[Stored items]

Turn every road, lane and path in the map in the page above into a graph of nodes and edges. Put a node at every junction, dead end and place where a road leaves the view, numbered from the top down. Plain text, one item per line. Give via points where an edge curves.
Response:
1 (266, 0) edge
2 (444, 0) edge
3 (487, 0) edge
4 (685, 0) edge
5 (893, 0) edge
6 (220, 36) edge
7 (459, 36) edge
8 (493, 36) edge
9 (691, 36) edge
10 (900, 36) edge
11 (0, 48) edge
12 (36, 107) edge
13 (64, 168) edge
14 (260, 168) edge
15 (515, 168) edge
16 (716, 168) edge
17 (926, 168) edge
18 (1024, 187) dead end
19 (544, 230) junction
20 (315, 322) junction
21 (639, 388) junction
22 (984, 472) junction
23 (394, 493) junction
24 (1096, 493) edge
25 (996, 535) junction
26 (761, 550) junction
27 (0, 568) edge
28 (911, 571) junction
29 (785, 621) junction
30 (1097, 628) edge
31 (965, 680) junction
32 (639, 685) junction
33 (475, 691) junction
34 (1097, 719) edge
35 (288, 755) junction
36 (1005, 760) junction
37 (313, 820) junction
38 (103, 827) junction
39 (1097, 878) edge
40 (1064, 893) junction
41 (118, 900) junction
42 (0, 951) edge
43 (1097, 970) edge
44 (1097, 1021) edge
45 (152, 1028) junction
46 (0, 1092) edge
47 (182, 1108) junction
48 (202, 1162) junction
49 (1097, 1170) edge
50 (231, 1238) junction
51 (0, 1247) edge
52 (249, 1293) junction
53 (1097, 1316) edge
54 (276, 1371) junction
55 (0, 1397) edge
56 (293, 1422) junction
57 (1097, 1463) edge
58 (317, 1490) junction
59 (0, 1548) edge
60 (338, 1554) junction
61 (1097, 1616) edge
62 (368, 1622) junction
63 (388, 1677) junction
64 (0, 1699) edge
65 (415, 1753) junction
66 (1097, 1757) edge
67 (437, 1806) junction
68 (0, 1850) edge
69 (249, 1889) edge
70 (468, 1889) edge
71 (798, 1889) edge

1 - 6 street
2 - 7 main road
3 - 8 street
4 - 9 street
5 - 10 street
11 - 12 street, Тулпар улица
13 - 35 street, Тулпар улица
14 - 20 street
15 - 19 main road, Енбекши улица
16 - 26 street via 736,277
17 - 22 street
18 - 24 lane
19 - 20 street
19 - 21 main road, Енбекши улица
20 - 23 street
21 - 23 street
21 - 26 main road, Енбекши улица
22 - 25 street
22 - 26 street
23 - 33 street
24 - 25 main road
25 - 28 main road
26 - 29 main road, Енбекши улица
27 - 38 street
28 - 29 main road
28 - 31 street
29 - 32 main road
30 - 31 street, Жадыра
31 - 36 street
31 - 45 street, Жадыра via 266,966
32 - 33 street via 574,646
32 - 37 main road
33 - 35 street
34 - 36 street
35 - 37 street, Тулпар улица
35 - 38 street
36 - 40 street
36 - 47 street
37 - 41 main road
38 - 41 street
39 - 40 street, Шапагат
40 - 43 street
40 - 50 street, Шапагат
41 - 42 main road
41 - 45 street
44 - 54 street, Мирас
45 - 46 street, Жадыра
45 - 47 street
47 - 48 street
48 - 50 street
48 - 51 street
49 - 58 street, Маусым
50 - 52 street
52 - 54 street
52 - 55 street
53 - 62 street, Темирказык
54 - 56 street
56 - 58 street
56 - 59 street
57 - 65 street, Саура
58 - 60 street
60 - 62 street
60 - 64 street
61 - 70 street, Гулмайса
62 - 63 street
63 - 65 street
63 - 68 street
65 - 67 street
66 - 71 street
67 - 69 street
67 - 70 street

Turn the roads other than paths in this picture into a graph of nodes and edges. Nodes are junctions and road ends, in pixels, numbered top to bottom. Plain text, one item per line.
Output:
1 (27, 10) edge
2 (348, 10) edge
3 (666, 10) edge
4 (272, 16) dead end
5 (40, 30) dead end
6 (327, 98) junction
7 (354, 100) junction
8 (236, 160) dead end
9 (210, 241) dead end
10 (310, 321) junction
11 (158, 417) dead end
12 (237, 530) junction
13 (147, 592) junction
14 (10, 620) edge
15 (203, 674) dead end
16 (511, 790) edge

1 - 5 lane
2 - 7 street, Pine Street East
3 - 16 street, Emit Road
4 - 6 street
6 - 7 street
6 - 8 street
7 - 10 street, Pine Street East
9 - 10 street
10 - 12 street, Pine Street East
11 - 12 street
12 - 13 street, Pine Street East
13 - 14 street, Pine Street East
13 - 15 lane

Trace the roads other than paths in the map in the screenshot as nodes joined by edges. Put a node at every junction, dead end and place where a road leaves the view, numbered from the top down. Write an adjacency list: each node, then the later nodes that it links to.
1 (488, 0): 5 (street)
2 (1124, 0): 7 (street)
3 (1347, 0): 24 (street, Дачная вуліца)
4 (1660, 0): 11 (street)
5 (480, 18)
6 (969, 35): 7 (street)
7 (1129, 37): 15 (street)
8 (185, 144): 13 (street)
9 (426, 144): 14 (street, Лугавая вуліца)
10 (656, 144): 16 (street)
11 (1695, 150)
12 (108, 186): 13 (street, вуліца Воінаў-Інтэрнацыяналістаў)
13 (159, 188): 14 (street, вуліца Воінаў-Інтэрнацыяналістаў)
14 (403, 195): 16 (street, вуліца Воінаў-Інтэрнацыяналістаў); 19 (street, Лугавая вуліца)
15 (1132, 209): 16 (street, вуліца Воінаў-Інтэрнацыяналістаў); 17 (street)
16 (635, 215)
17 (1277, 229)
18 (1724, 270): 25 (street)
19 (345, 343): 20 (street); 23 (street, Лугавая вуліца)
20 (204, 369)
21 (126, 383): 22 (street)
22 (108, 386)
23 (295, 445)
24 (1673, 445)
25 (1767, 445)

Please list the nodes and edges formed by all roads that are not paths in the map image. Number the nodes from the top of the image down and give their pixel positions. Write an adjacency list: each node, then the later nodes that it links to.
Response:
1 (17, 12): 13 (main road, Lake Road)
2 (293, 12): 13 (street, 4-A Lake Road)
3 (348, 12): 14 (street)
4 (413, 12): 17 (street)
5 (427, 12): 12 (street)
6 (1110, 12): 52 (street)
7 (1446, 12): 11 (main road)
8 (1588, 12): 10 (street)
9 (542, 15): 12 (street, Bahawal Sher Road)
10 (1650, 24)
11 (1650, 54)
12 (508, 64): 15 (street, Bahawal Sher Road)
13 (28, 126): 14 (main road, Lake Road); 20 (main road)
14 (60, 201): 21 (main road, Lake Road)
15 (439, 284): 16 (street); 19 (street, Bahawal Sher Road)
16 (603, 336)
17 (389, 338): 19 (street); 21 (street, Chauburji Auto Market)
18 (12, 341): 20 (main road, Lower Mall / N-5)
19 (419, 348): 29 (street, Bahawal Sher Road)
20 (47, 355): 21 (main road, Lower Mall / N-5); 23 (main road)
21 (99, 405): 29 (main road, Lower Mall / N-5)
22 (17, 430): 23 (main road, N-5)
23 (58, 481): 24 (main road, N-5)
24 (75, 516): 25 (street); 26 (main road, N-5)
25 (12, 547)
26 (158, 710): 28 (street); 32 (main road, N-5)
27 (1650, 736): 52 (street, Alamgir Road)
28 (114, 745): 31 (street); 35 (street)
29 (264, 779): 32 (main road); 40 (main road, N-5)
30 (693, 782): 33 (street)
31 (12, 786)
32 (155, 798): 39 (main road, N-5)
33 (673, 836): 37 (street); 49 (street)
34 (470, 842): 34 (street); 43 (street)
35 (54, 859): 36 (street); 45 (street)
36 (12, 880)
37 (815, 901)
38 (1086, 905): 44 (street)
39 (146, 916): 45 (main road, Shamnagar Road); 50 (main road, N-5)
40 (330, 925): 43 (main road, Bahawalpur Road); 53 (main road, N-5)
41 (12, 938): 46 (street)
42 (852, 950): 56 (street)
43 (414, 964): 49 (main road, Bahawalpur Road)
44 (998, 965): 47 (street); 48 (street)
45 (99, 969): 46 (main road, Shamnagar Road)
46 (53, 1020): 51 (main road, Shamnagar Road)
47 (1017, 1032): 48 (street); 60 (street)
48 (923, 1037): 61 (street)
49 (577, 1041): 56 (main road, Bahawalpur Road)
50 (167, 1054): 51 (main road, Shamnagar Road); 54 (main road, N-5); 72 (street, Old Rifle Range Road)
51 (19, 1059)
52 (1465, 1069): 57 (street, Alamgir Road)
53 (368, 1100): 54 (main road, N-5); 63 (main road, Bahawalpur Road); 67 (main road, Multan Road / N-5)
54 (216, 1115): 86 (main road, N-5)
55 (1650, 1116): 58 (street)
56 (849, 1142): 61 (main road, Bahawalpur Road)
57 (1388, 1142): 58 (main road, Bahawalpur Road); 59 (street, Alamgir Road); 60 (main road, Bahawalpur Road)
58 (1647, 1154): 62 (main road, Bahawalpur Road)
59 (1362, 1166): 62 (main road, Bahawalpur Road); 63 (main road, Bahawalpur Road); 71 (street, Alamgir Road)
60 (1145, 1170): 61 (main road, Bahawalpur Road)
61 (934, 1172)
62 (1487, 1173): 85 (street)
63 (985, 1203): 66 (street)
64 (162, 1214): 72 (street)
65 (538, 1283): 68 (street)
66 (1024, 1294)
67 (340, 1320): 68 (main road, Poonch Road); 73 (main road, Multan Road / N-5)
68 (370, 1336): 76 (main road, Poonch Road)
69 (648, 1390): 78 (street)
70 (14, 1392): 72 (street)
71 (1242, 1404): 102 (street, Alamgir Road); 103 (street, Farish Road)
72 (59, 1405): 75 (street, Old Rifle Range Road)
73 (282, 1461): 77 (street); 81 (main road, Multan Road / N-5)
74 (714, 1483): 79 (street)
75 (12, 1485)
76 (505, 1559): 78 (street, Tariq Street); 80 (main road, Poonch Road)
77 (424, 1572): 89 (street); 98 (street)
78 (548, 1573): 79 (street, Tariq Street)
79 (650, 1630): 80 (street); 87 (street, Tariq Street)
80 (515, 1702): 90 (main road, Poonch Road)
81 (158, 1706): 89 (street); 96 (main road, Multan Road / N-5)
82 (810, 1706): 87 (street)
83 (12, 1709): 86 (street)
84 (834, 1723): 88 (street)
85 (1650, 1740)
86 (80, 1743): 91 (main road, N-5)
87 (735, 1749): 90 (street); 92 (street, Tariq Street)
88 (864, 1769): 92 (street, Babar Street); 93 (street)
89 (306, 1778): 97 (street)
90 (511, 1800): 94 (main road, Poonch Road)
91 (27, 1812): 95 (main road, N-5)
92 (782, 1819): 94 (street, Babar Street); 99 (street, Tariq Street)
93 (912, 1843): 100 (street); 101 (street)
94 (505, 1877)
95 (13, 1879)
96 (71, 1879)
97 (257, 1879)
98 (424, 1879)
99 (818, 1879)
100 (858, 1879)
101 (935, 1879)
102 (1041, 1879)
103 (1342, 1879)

▶ [TASK TO COMPLETE] Find the word "Mall" in the entries, then copy out every line that has it.

▶ [SOLUTION FOR THIS PROBLEM]
18 (12, 341): 20 (main road, Lower Mall / N-5)
20 (47, 355): 21 (main road, Lower Mall / N-5); 23 (main road)
21 (99, 405): 29 (main road, Lower Mall / N-5)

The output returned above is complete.